= Carl Von Epps Jr. =

US politician and pastor

Carl Von Epps Jr. is an American pastor and former Democratic politician who served in the Georgia House of Representatives from 1992 to 2014. A resident of LaGrange, Georgia, he is recognized for his significant contributions to both the religious and political communities in the state.

==Early life and education==

Carl Von Epps Jr. was born on October 16, 1948, in LaGrange, Georgia. He pursued higher education at Morehouse College, earning a Bachelor of Arts degree in business administration. He furthered his studies by completing a program for senior executives in state and local government at Harvard University's John F. Kennedy School of Government. In 2001, he received an honorary Doctor of Law degree from John Marshall Law School.

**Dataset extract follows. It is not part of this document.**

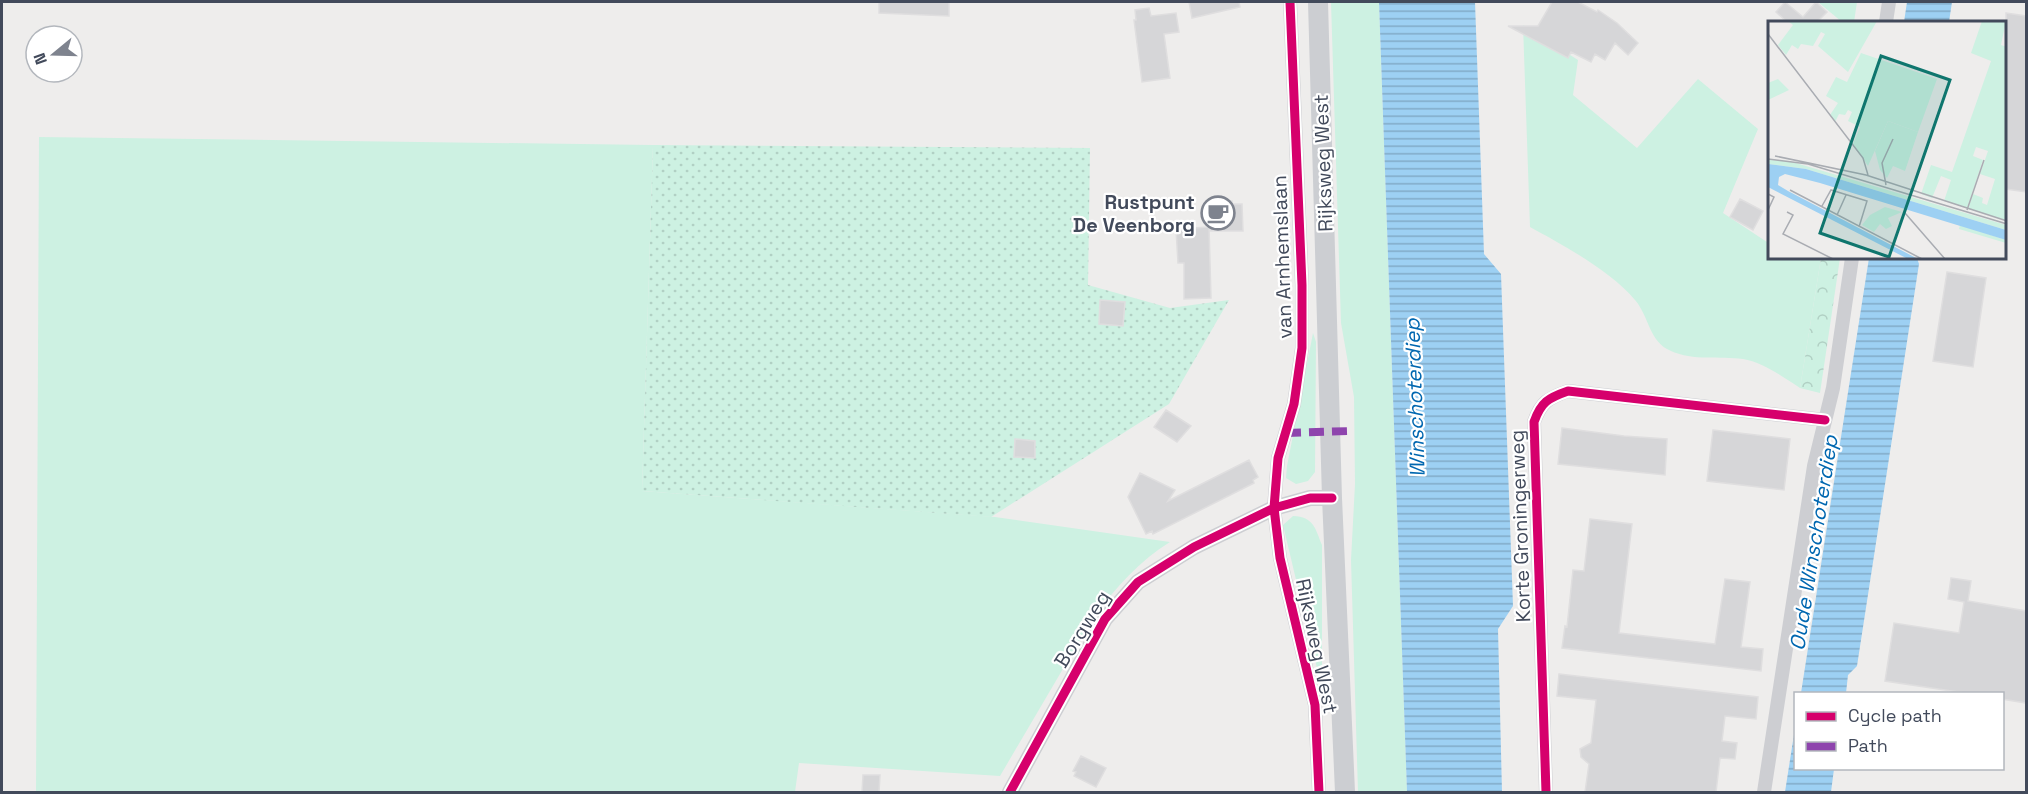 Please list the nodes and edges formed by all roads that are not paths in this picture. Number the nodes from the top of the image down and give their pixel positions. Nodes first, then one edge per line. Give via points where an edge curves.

Epps was first elected to the Georgia House of Representatives in 1992, representing District 128, which includes parts of Troup and Meriwether counties. He served ten consecutive terms, retiring in 2014 after 22 years of service. During his tenure, he chaired the Georgia Legislative Black Caucus from 2000 to 2004.

==Religious Leadership & Community Involvement==

In addition to his political career, Epps is an ordained minister in the United Methodist Church. He has served as the pastor of Smith Chapel United Methodist Church in Newnan, Georgia, and later as the senior pastor of Warren Temple United Methodist Church.

Epps has been actively involved in various community organizations. He served as the founding president of the West Georgia Chapter of 100 Black Men of America. He has also been a member of the Troup County Board of Health and served on the boards of the Roosevelt Warm Springs Rehabilitation Foundation and the Chattahoochee Boy Scout Council.